Demut

Die Kunst lehrt mich Demut. Ich werde immer so an die Grenzen des Möglichen herangeführt. Ein Puppenfoto im Herbst? Kein Problem, möchte man meinen. Es gibt ja so viele herrliche Motive!

Aber zuerst gilt es, das Bild vor dem inneren Auge zu entwerfen. Die Accessoires zu besorgen und zusammenzusuchen, die Kleidung zu nähen und zu stricken. Dann braucht man geeignetes Wetter: Nicht zu sonnig, das gibt Spiegelungen in den Puppengesichtern. Aber auch nicht zu windig: Puppen haben keinen festen Stand und fallen ganz schnell um. Und bei Regenwetter rolle ich nicht gerne auf dem Boden herum, Puppen wollen ja auf Augenhöhe fotografiert werden. Bis ich eine geeignete Stelle finde für das, was mir vorschwebt, fahre ich oft tagelang in der Gegend rum.

Und dann wird fotografiert. Von allen Seiten, in unterschiedlichen Positionen, aus verschiedenen Blickwinkeln. Und trotzdem kann es passieren, dass es nichts wird. Dass das Motiv nicht das hergibt, was ich wollte. Oft hängt es einfach auch mit der geringen Größe der Puppen zusammen. Der niedrige Blickwinkel verengt das Blickfeld. Oder irgendeine Kleinigkeit im Hintergrund stört und ruiniert das ganze Bild.

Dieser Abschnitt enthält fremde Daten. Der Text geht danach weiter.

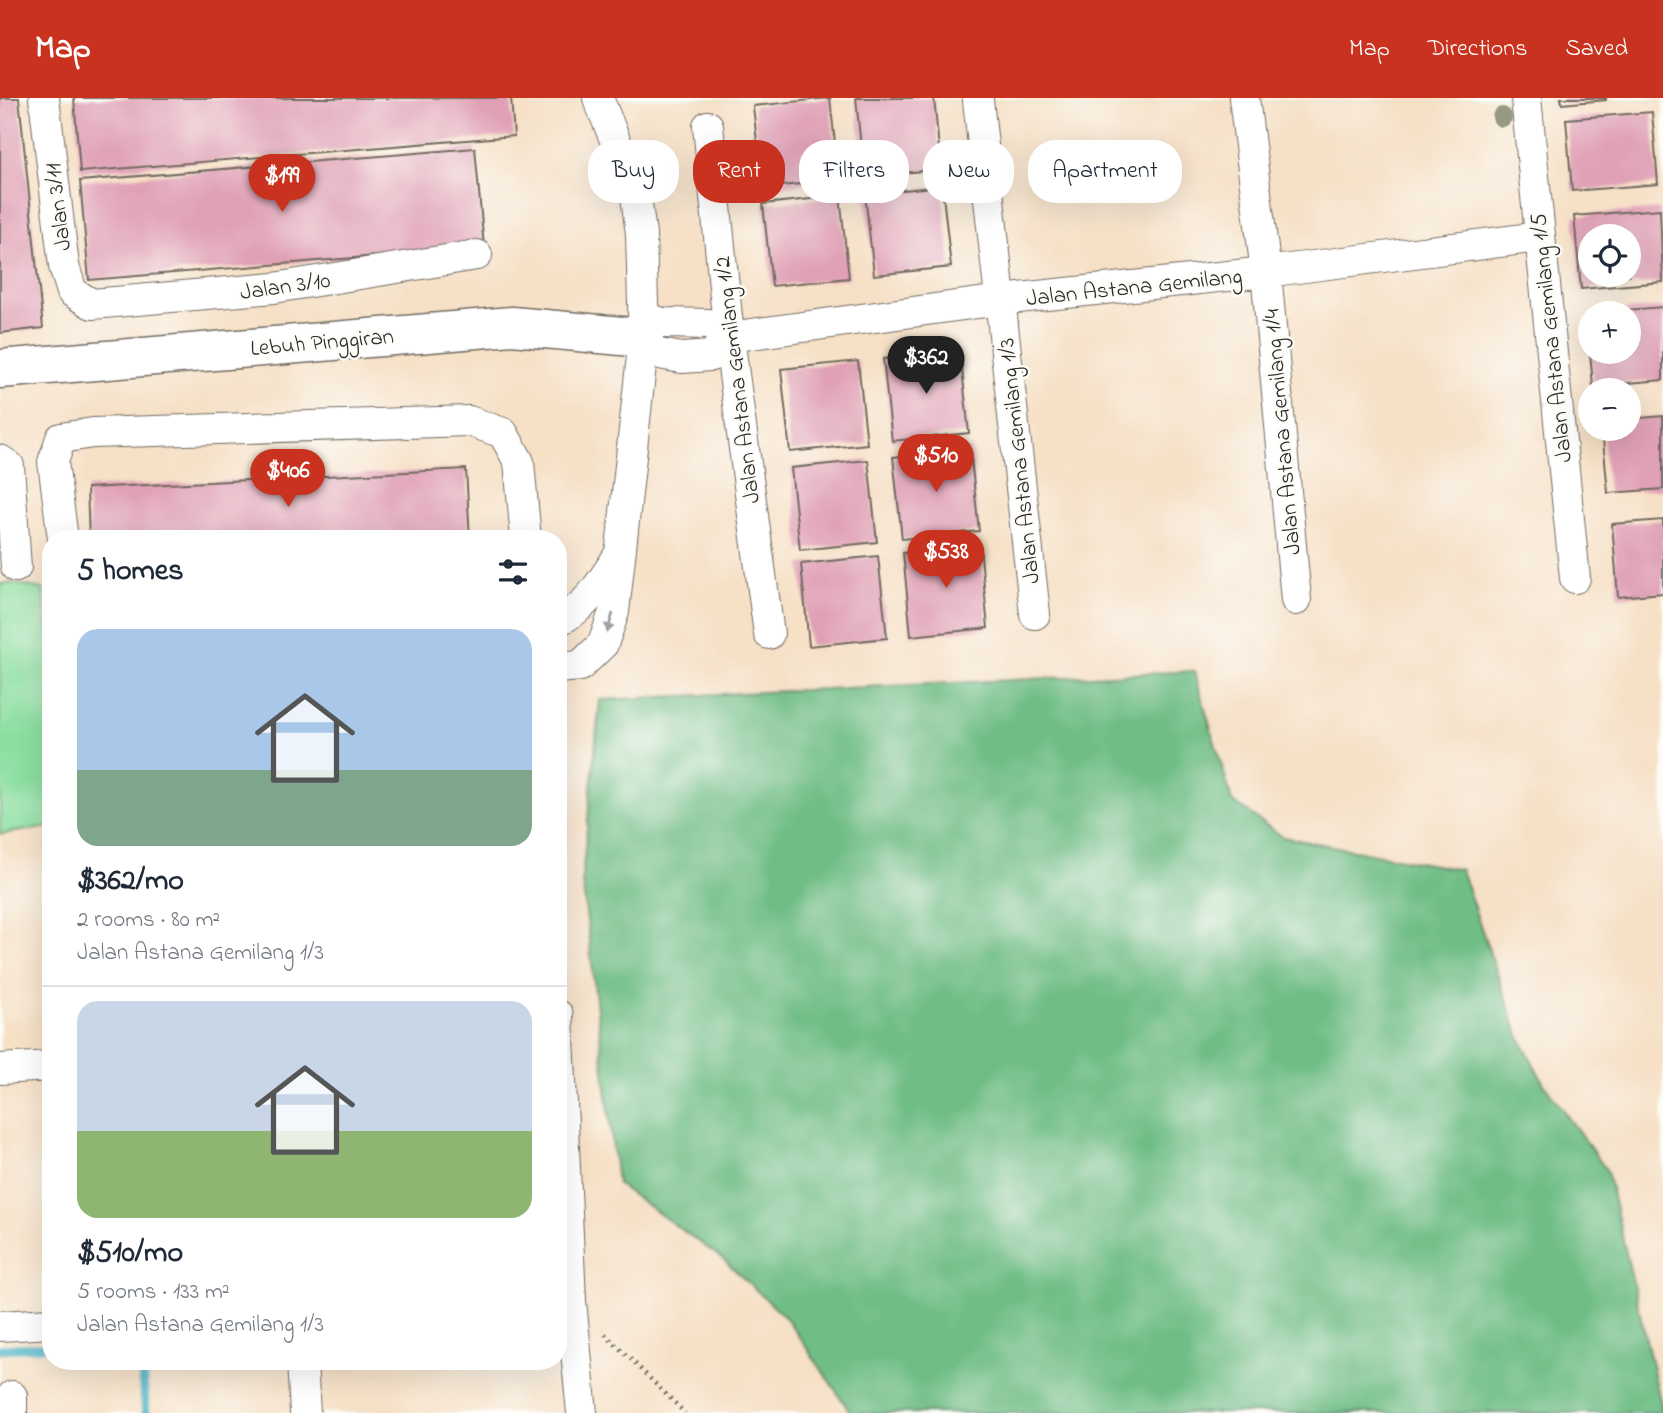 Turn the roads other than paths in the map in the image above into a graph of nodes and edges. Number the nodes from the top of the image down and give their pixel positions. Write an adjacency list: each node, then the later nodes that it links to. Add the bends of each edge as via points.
1 (44, 98): 11 (street, Jalan 3/11, via 64,266 72,292)
2 (598, 98): 12 (street, via 635,189 641,234)
3 (1244, 98): 9 (street, Jalan Astana Gemilang 1/4)
4 (1526, 98): 7 (street, Jalan Astana Gemilang 1/5)
5 (978, 100): 10 (street, Jalan Astana Gemilang 1/3)
6 (708, 126): 13 (street, Jalan Astana Gemilang 1/2)
7 (1539, 237): 9 (street, Jalan Astana Gemilang); 20 (street, Jalan Astana Gemilang 1/5)
8 (477, 255): 11 (street, Jalan 3/10, via 274,288)
9 (1266, 271): 10 (street, Jalan Astana Gemilang); 21 (street, Jalan Astana Gemilang 1/4)
10 (1000, 300): 13 (street, Jalan Astana Gemilang); 22 (street, Jalan Astana Gemilang 1/3)
11 (92, 304)
12 (643, 335): 13 (street, via 663,323 709,324); 14 (street, Lebuh Pinggiran, via 512,326); 18 (street)
13 (729, 337): 24 (street, Jalan Astana Gemilang 1/2)
14 (0, 369)
15 (0, 460): 19 (street, via 9,466)
16 (62, 530): 17 (street, via 53,462 61,438 93,433 469,421 503,433 519,462)
17 (525, 530)
18 (619, 555): 23 (street, via 594,594); 25 (street, one-way to 25, via 614,612 603,644 580,666)
19 (16, 567)
20 (1575, 578)
21 (1296, 600)
22 (1035, 614)
23 (567, 616)
24 (769, 634)
25 (567, 667)
26 (42, 1067): 27 (street)
27 (0, 1069)
28 (567, 1199): 33 (street)
29 (42, 1323): 30 (street)
30 (0, 1325)
31 (302, 1370): 32 (street)
32 (305, 1413)
33 (582, 1413) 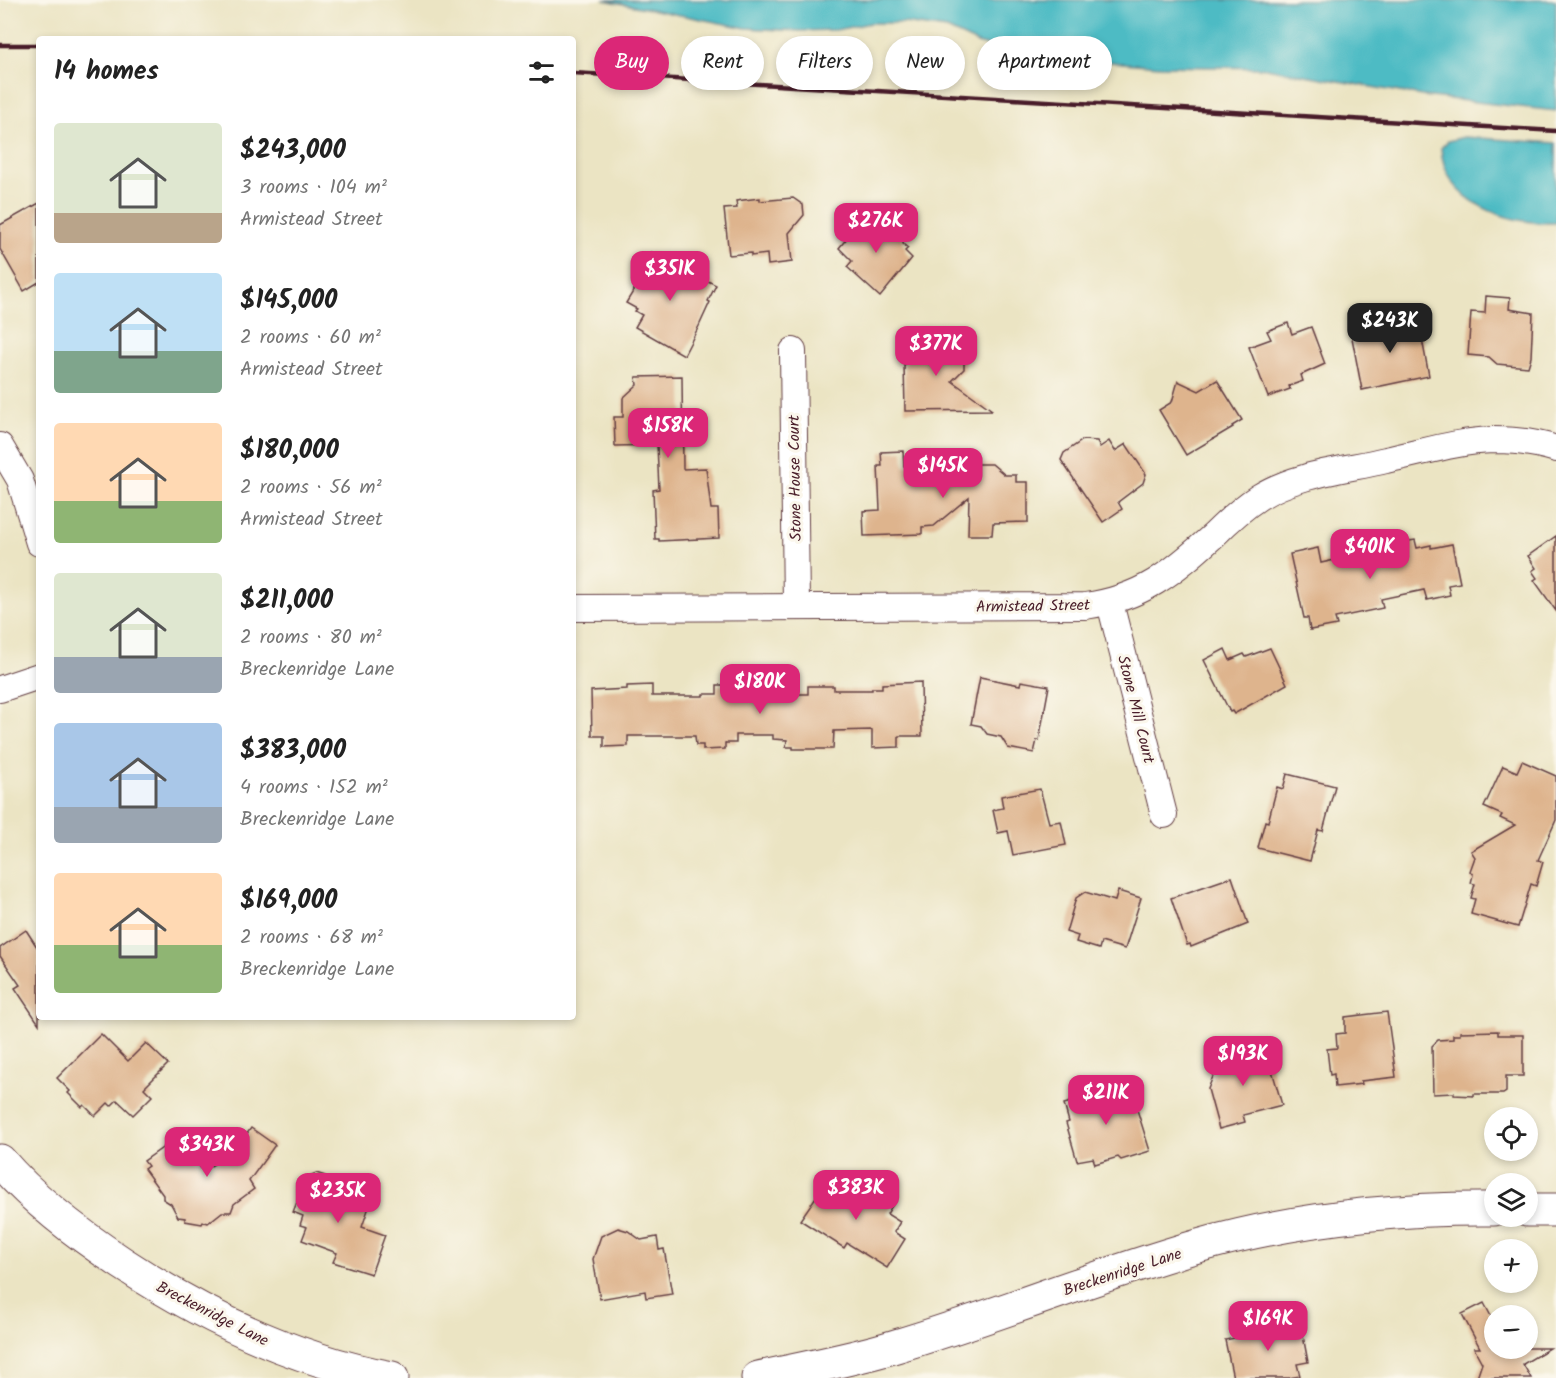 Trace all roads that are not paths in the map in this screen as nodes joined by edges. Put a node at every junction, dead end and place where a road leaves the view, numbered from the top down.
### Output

Es kommt auch vor, dass ich einfach nicht zufrieden bin: Das Foto ist tadellos, und trotzdem ist es banal. Keine Aussage, keine Spannung im Bildaufbau. Manchmal lösche ich die Ergebnisse eines ganzen Tages. Und dann wieder gibt es Fotos, wo ich sofort sehe: das ist es. Ich habe den Zauber des Augenblicks eingefangen. Es ist Herbst, die Puppen wandern auf dem Jakobsweg. Sie lassen am Waldrand Drachen steigen. Und sie sammeln bunte Beeren, einen ganzen Korb voll.